The nearly 900 educators who have divided $18.3 million over the past eight years were secretly chosen by anonymous committees set up by each state's department of education.

California's panel cited Bruesch's innovative vocabulary teaching techniques and an outdoor education project he started that has spread to other schools in the Garvey Elementary School District. Fisher was praised for her hands-on approach to instruction, using things like colored M & M candies to teach mathematical ratios.

Teachers do not apply for the prizes and are not told they are being considered for them.

Bruesch, 50, gasped and clutched his chest when Milken told him he was a winner. "He can do anything he wants with it. If any of you need a loan for a new bike, see him," Lowell Milken told the excited children in his Willard Elementary School classroom.

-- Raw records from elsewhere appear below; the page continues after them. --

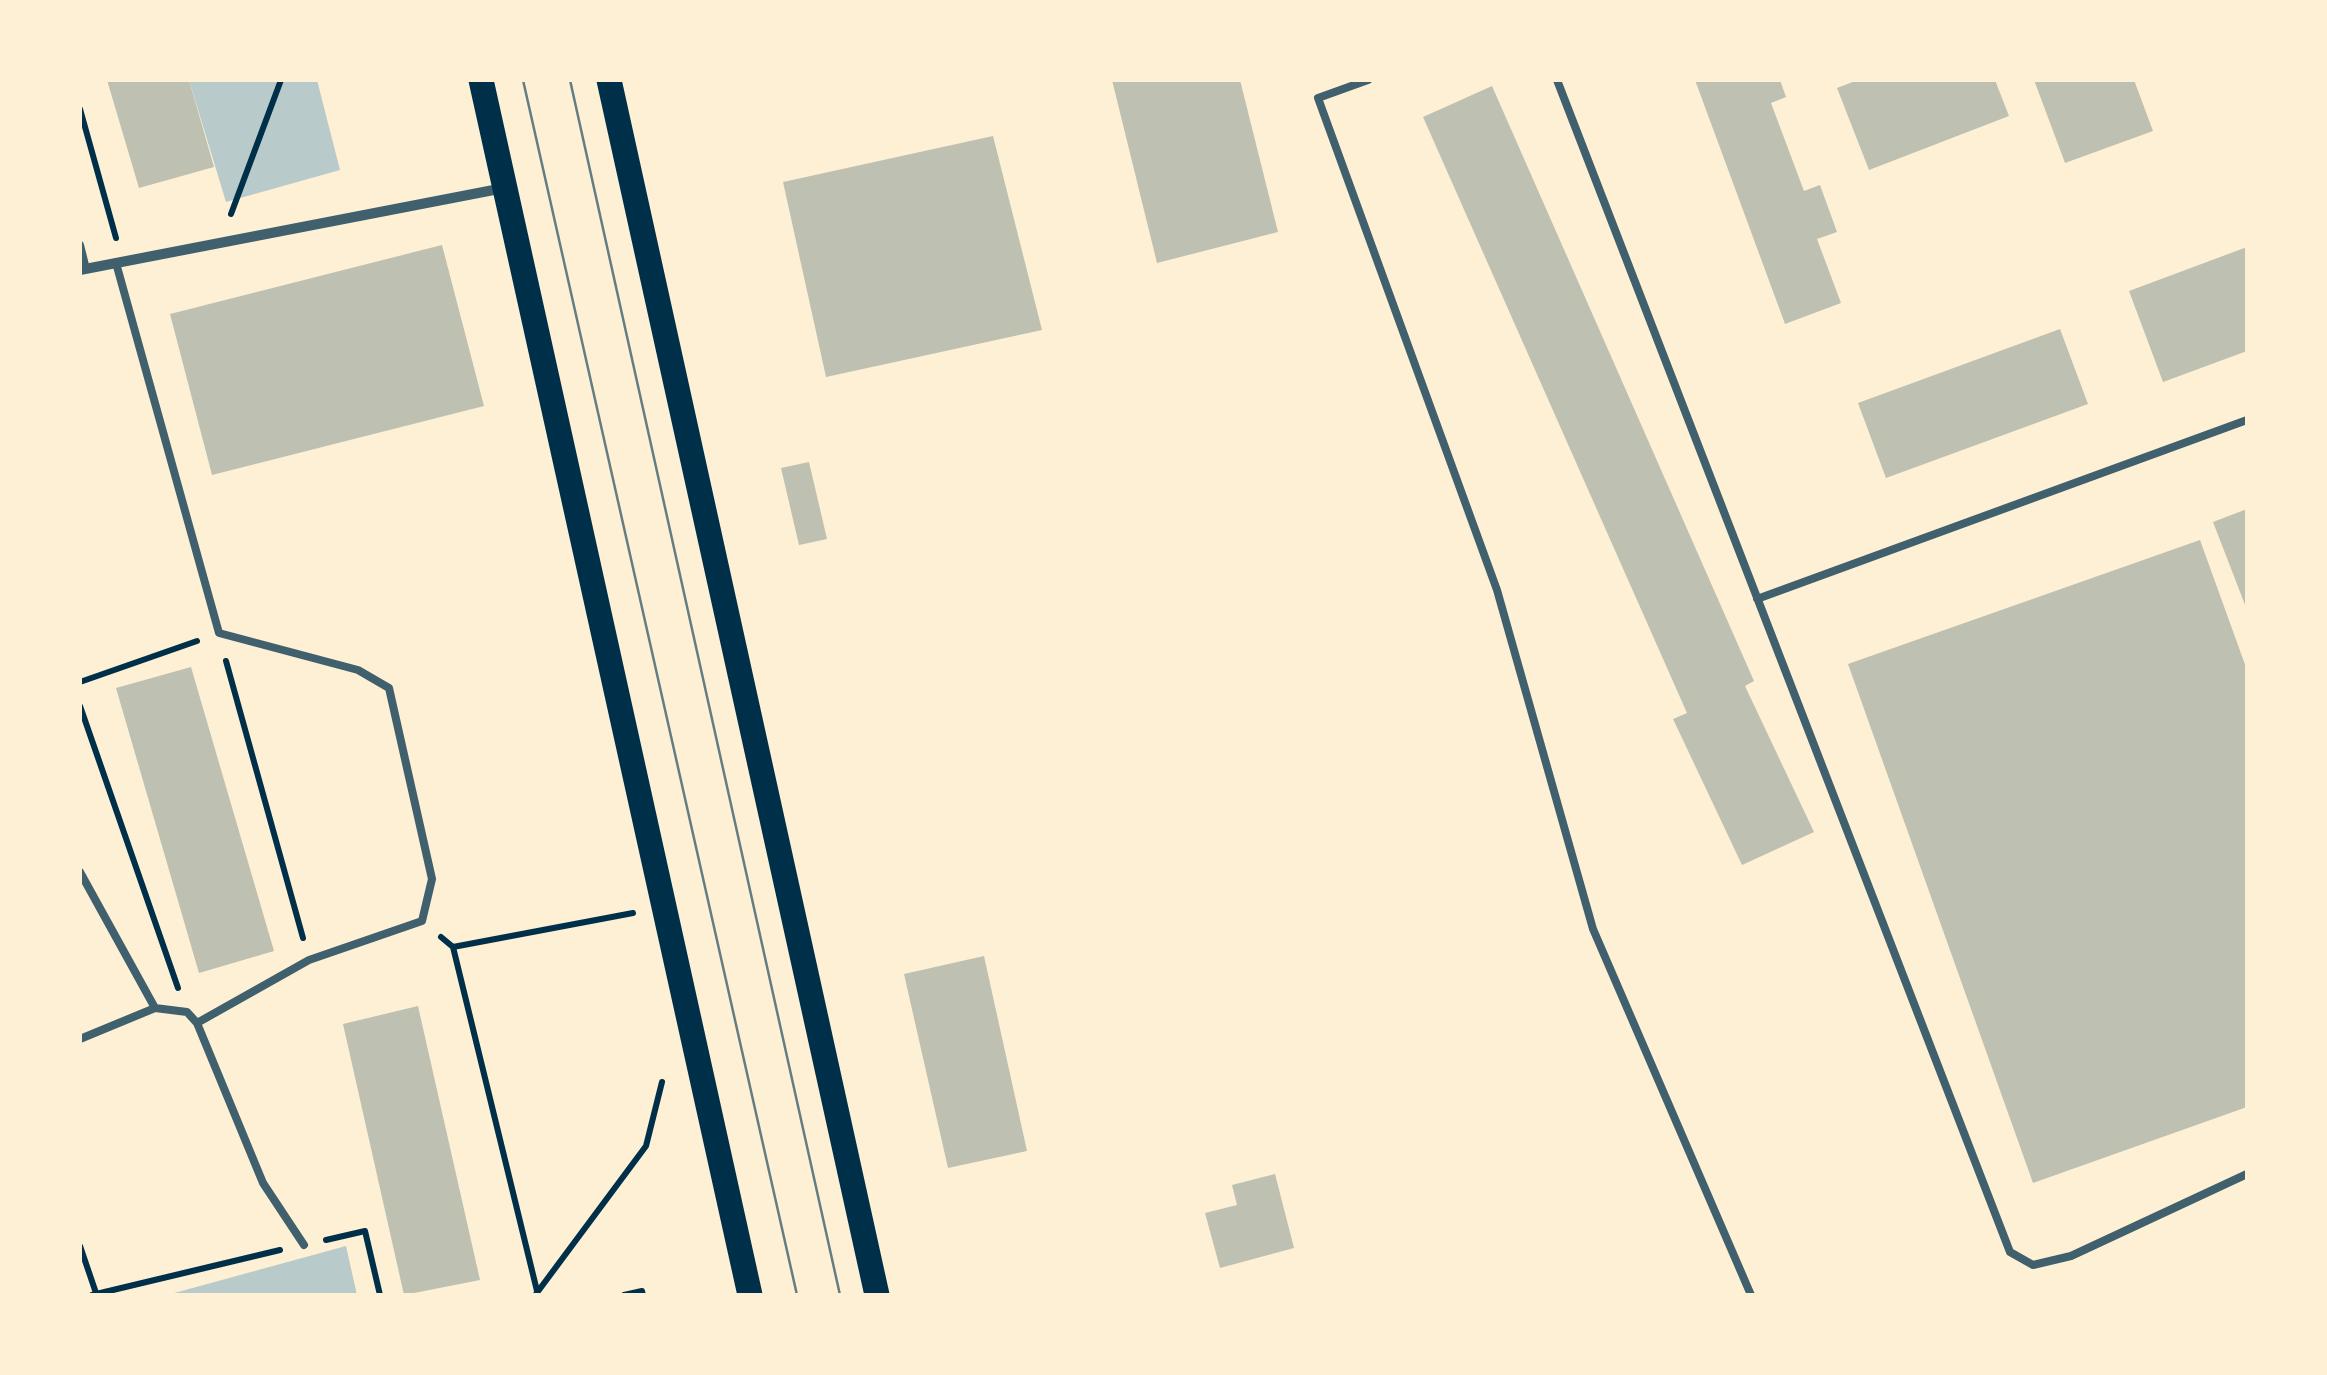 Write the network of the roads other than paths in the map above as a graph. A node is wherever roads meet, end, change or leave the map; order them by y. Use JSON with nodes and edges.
{"nodes":[{"id":1,"x":481,"y":80,"type":"edge"},
{"id":2,"x":609,"y":80,"type":"edge"},
{"id":3,"x":1368,"y":80,"type":"edge"},
{"id":4,"x":1557,"y":80,"type":"edge"},
{"id":5,"x":504,"y":188,"type":"junction"},
{"id":6,"x":80,"y":245,"type":"edge"},
{"id":7,"x":116,"y":263,"type":"junction"},
{"id":8,"x":83,"y":270,"type":"edge"},
{"id":9,"x":2247,"y":420,"type":"edge"},
{"id":10,"x":1757,"y":598,"type":"junction"},
{"id":11,"x":80,"y":872,"type":"edge"},
{"id":12,"x":92,"y":893,"type":"junction"},
{"id":13,"x":80,"y":898,"type":"edge"},
{"id":14,"x":155,"y":1008,"type":"junction"},
{"id":15,"x":198,"y":1023,"type":"junction"},
{"id":16,"x":80,"y":1039,"type":"edge"},
{"id":17,"x":2247,"y":1174,"type":"edge"},
{"id":18,"x":304,"y":1244,"type":"road end"},
{"id":19,"x":750,"y":1295,"type":"edge"},
{"id":20,"x":877,"y":1295,"type":"edge"},
{"id":21,"x":1751,"y":1295,"type":"edge"}],
"edges":[{"from":1,"to":5,"type":"main road"},
{"from":2,"to":20,"type":"main road"},
{"from":3,"to":21,"type":"lane"},
{"from":4,"to":10,"type":"lane"},
{"from":5,"to":7,"type":"street"},
{"from":5,"to":19,"type":"main road"},
{"from":6,"to":8,"type":"lane"},
{"from":7,"to":8,"type":"street"},
{"from":7,"to":15,"type":"lane"},
{"from":9,"to":10,"type":"lane"},
{"from":10,"to":17,"type":"lane"},
{"from":11,"to":12,"type":"lane"},
{"from":12,"to":13,"type":"lane"},
{"from":12,"to":14,"type":"lane"},
{"from":14,"to":15,"type":"lane"},
{"from":14,"to":16,"type":"lane"},
{"from":15,"to":18,"type":"lane"}]}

"It's unbelievable. For the first time in my life, I'm speechless," said Bruesch--a two-term Rosemead City Council member who is the city's mayor.

The Milken prize patrol earlier visited Tehama County to reward a teacher there. On Tuesday it was in Santa Maria. Today it is scheduled to be in Irvine.

Foundation representatives traveled Wednesday in a caravan behind Milken's black, chauffeur-driven Mercedes from Rosemead to La Puente's Rorimer Elementary School. Fisher had been told there were fellow educators interested in touring her campus.

She was escorting them through a computer lab and explaining how geography and other subjects can be weaved into a common curriculum when Milken interrupted. As bewildered fourth-graders looked on, he revealed that their principal was a $25,000 winner.

"I love it!" exclaimed Fisher, an educator for 29 years who lives in Walnut. "I think I'll get a new car! I hope nobody noticed that dirty old van of mine in the parking lot."

Foundation officials say about two-thirds of the winners spend the money in such ways. The rest channel it back into the classroom.

That is what Bruesch said he intends to do. Moments after Milken left, Bruesch was discussing ways of using the money with his sixth-graders.

Twelve-year-old Jenny Chou suggested using it to pay for next spring's outdoor education class camp-out. Kyle Velasquez, 11, proposed spending it on new playground equipment: "We need better tetherballs," he said earnestly.

Bruesch asked the children to do some serious thinking on the subject.

"We could invest it. We could set up a scholarship to help boys and girls go to college," he said.

"I want you guys to help me come up with ideas to benefit as many kids as possible."